Following the pandemic and movement restrictions across the country, hospitals started utilising ‘e-Sanjeevani OPD’ to offer the audio-visual facility for regular patients and senior citizens to consult with doctors and avoid the hospital. Nationwide lockdown also came as a boon for many telemedicine startups who had been facing regulatory uncertainty for the past four years.
“We have had a lot of regulatory questions for a long time now, suddenly we found ourselves becoming an essential service. That was a big regulatory change for the industry,” said 1mg’s founder Prashant Tandon.
The rising number of patients has also highlighted the need to improve the capacity of ventilators and respiratory aids in Indian hospitals. Seeing the urgent need, Indian startups across sectors also joined in the race to develop low-cost ventilators to save the COVID-19 patients. Along with them, Industry experts like Mahindra, Maruti Suzuki and more have also been helping the tech startups scale their manufacturing operations, which is a key part of Make In India.

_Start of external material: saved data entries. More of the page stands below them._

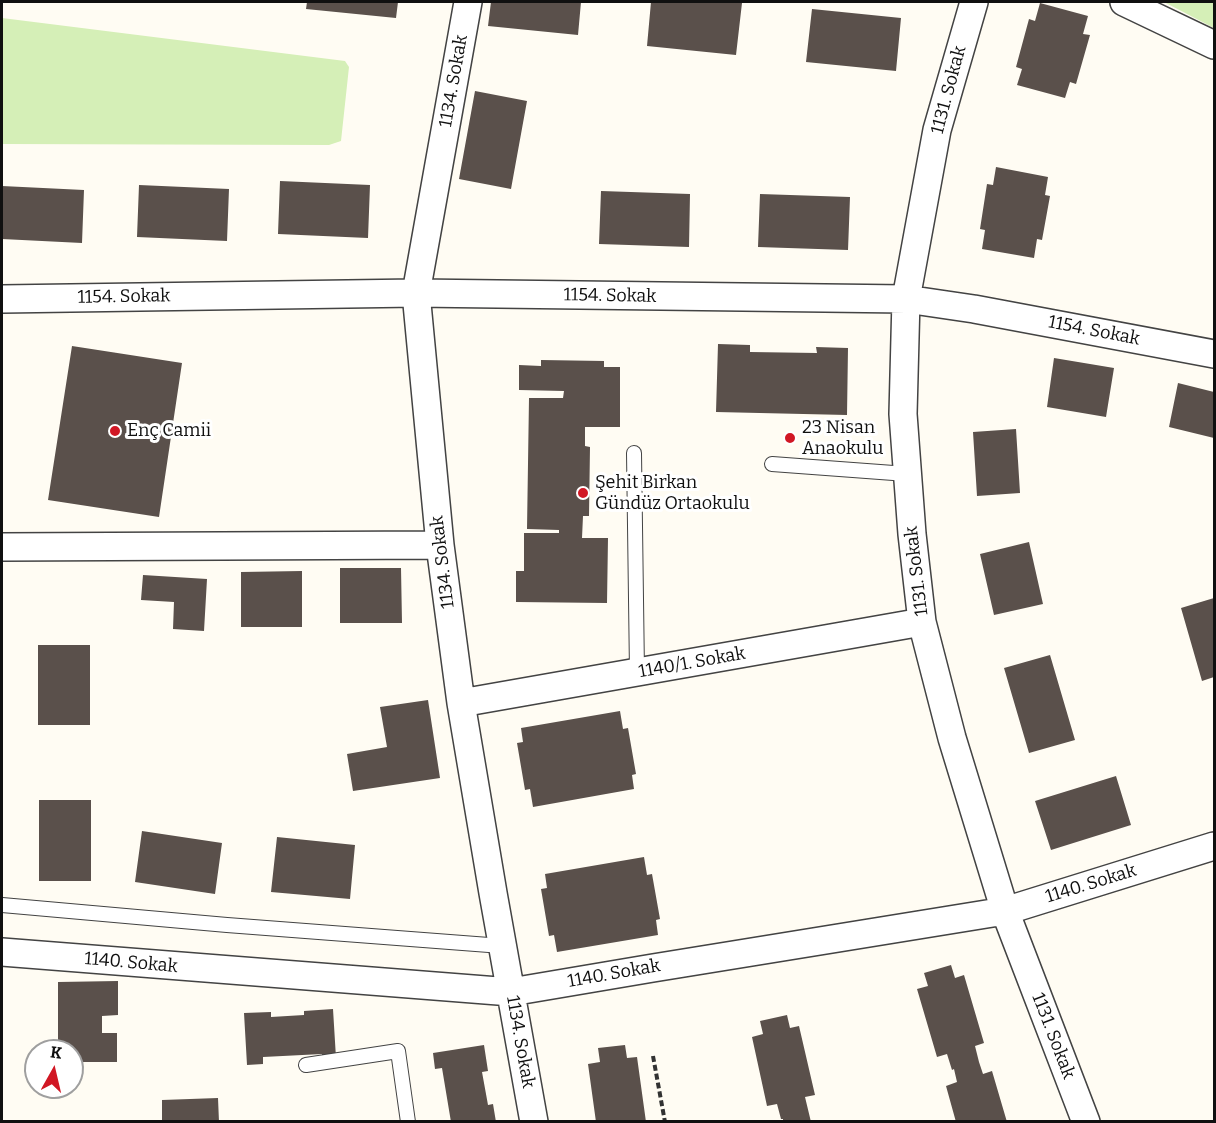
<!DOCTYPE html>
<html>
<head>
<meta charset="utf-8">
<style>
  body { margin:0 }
  #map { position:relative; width:1216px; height:1123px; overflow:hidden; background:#fffcf3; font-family:Bitter,serif }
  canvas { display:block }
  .frame { position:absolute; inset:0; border:3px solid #101010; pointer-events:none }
  .north { position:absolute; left:24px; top:1039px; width:60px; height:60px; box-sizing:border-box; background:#fff; border:2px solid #9f9f9f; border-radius:50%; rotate:8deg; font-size:16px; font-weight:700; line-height:24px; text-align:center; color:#101010 }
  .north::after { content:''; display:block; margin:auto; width:21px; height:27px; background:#d11724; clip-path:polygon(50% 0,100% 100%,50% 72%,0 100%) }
</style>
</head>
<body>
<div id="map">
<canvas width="1216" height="1123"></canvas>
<div class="frame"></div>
<div class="north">K</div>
</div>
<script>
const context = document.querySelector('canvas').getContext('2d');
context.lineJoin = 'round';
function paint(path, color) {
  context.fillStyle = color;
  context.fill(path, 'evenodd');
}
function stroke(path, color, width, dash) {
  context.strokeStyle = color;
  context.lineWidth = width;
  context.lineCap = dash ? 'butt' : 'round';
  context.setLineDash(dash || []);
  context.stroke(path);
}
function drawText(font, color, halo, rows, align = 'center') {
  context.font = font + ' Bitter,serif';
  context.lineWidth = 6;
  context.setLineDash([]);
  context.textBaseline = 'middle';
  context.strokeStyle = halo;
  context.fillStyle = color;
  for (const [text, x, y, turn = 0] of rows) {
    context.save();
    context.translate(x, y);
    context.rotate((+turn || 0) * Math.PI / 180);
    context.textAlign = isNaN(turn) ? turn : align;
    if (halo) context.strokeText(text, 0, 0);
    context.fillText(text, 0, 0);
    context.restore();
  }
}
const green = new Path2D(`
  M1164 2H1214V28Z
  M2 18 345 61 349 67 341 141 329 145 2 144Z`);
const building = new Path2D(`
  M307 2H398L396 18 306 9Z
  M491 2H581L578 35 488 26Z
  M651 2H728L742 3 736 55 647 46Z
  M1040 3 1088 16 1083 34 1090 35 1076 84 1070 82 1065 98 1017 85 1022 69 1016 67 1029 19 1035 21Z
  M812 9 901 18 896 71 806 62Z
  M475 91 527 101 511 189 459 179Z
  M996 167 1048 177 1045 195 1050 196 1042 240 1037 239 1034 258 982 249 985 230 980 229 987 184 993 185Z
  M280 181 370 185 368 238 278 234Z
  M139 185 229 189 227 241 137 237Z
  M2 186 84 190 82 243 2 239Z
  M601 191 690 194 689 247 599 244Z
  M760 194 850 197 848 250 758 247Z
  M718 344 750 345V352L817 353 816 347 848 348 847 415 716 412Z
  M72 346 182 363 159 517 48 500Z
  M1054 358 1114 368 1106 417 1047 407Z
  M541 360 604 361V367H620V427H585V446L590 447 589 516H583L582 538H608L607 603 516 602V571H524V533H559V530L527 529 529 398H563L564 391 519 390V365L541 366Z
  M1178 383 1214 392V438L1169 427Z
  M1016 429 1020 493 977 496 973 432Z
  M1029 542 1043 604 994 615 980 554Z
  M340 568H401L402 623H340Z
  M302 571V627H241V572Z
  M143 575 207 579 204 631 173 629 174 602 141 600Z
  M1214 598V677L1202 681 1181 608Z
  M38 645H90V725H38Z
  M1050 655 1075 740 1029 753 1004 668Z
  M428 700 440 778 353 791 347 754 387 747 380 707Z
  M620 711 623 729 628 728 636 774 632 775 634 789 533 807 530 789 525 790 517 743 523 742 521 728Z
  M1116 776 1131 825 1051 850 1035 801Z
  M39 800H91V881H39Z
  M142 831 222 843 215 894 135 882Z
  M277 837 355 845 350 899 271 892Z
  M644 857 647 875 652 874 660 919 656 920 658 935 557 952 554 935 549 936 541 889 547 888 545 874Z
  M951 965 955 978 964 975 984 1043 975 1046 979 1062 983 1074 992 1071 1007 1122H956L946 1086 957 1082 954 1069 952 1070 947 1054 937 1057 917 989 928 986 924 973Z
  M118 981V1015L102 1016V1033H117V1062H72V1051H58V982Z
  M333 1009 336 1058 322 1059V1054L263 1057V1064L247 1065 244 1013 271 1012V1017L304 1015V1011Z
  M787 1015 790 1028 799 1026 815 1095 805 1097 811 1122H783V1119H781L777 1104 767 1106 752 1037 763 1034 760 1021Z
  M484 1045 488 1071 482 1072 488 1105 493 1104 496 1122H451L442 1068 435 1069 433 1053Z
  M625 1045 627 1058 637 1057 646 1122H596L588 1064 600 1062 598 1048Z
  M218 1098 219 1122H162V1100Z`);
const path = new Path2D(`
  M653 1056 665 1122`);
const service = new Path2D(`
  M634 453 637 672
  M772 464 907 474
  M2 905 227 925 502 946
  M306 1065 398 1051 408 1122`);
const minor = new Path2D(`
  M468 2 416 293 440 545 461 703 493 893 534 1122
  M974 2 937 130 906 299 903 414 912 534 922 622 952 738 1005 911 1086 1122
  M1124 2 1214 45
  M2 299 416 293 906 299 974 309 1214 354
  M2 547 440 545
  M461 703 922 622
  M2 952 511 992 653 968 1005 911 1214 846`);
const markers = [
  [115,431,6,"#d11724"],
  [790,438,6,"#d11724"],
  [583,493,6,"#d11724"]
];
const streetNames = [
  ["1134. Sokak",454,81,-80],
  ["1131. Sokak",949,90,-75],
  ["1154. Sokak",610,296,1],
  ["1154. Sokak",124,297,-1],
  ["1154. Sokak",1094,331,11],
  ["1134. Sokak",443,562,-97],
  ["1131. Sokak",917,571,-97],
  ["1140/1. Sokak",692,663,-10],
  ["1140. Sokak",1091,884,-17],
  ["1140. Sokak",131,963,5],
  ["1140. Sokak",614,974,-10],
  ["1131. Sokak",1053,1036,69],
  ["1134. Sokak",520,1042,80]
];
const poiNames = [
  ["23 Nisan",802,428],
  ["Anaokulu",802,449],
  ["Enç Camii",127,431],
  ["Şehit Birkan",595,483],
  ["Gündüz Ortaokulu",595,504]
];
paint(green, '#d5efb7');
paint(building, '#5a504b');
stroke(service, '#434343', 16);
stroke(minor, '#434343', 30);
stroke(path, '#323232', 4, [6, 3]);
stroke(service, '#fff', 14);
stroke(minor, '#fff', 27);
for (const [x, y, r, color] of markers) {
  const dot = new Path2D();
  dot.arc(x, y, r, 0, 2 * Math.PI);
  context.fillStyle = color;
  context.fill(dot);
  stroke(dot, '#fff', 2);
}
drawText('18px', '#101010', '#fff', streetNames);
drawText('18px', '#101010', '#fff', poiNames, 'left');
</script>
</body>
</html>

Hardware startups contributing to India’s effort against Covid-19 include Noida-based AgVa Healthcare which developed a toaster-sized low-cost ventilator, weighing only 3.5 Kg. Similarly, Bengaluru-based Biodesign Innovation Labs is developing a portable ventilator called RespirAid for less-critical patients, which is ideal for stabilising a patient during a respiratory arrest. All of these are being made in India and contribute to the digital healthcare penetration greatly.
Further, robotics solutions built by Indian startups have supported the public healthcare infrastructure as well. Robots are sharing the workload of frontline staff battling Covid-19 in India. From disinfecting zones, dispensing hand sanitisers to monitoring patients and also serving meals and medicines — more and more hospitals are deploying automated solutions for these tasks.
These startups include Kerala Startup Mission-backed Asimov Robotics, Gurugram-based Milagrow HumanTech, Invento Robotics, PerSapien and more.
Perhaps the most controversial part of India’s fight against Covid-19 was the Aargoya Setu app. Launched in April 2020, Aarogya Setu is the government’s contact tracing solution. It is said to have garnered 15 Cr downloads till now (August 2020). However, its mandatory usage and privacy concerns have also been raised by many as well as its potential use for mass surveillance.
In the past couple of months, the focus has fallen on Indian software products. Perhaps the biggest acknowledgment of India’s digital ambitions came with the ban on over 100 Chinese apps, which brought the digital economy into the geopolitical battle. The Chinese app ban was followed by Modi’s clarion call for Vocal for Local and Atmanirbhar Bharat, which has flooded the India app ecosystem with hundreds of new apps in a matter of months. Interestingly, most of these apps have noted their ‘Made In India’ tag as the differentiating factor in the market. While so far the focus has been on manufacturing goods and products in India, the new wave of Indian apps is perhaps the best example of how Make in India and Digital India are interconnected.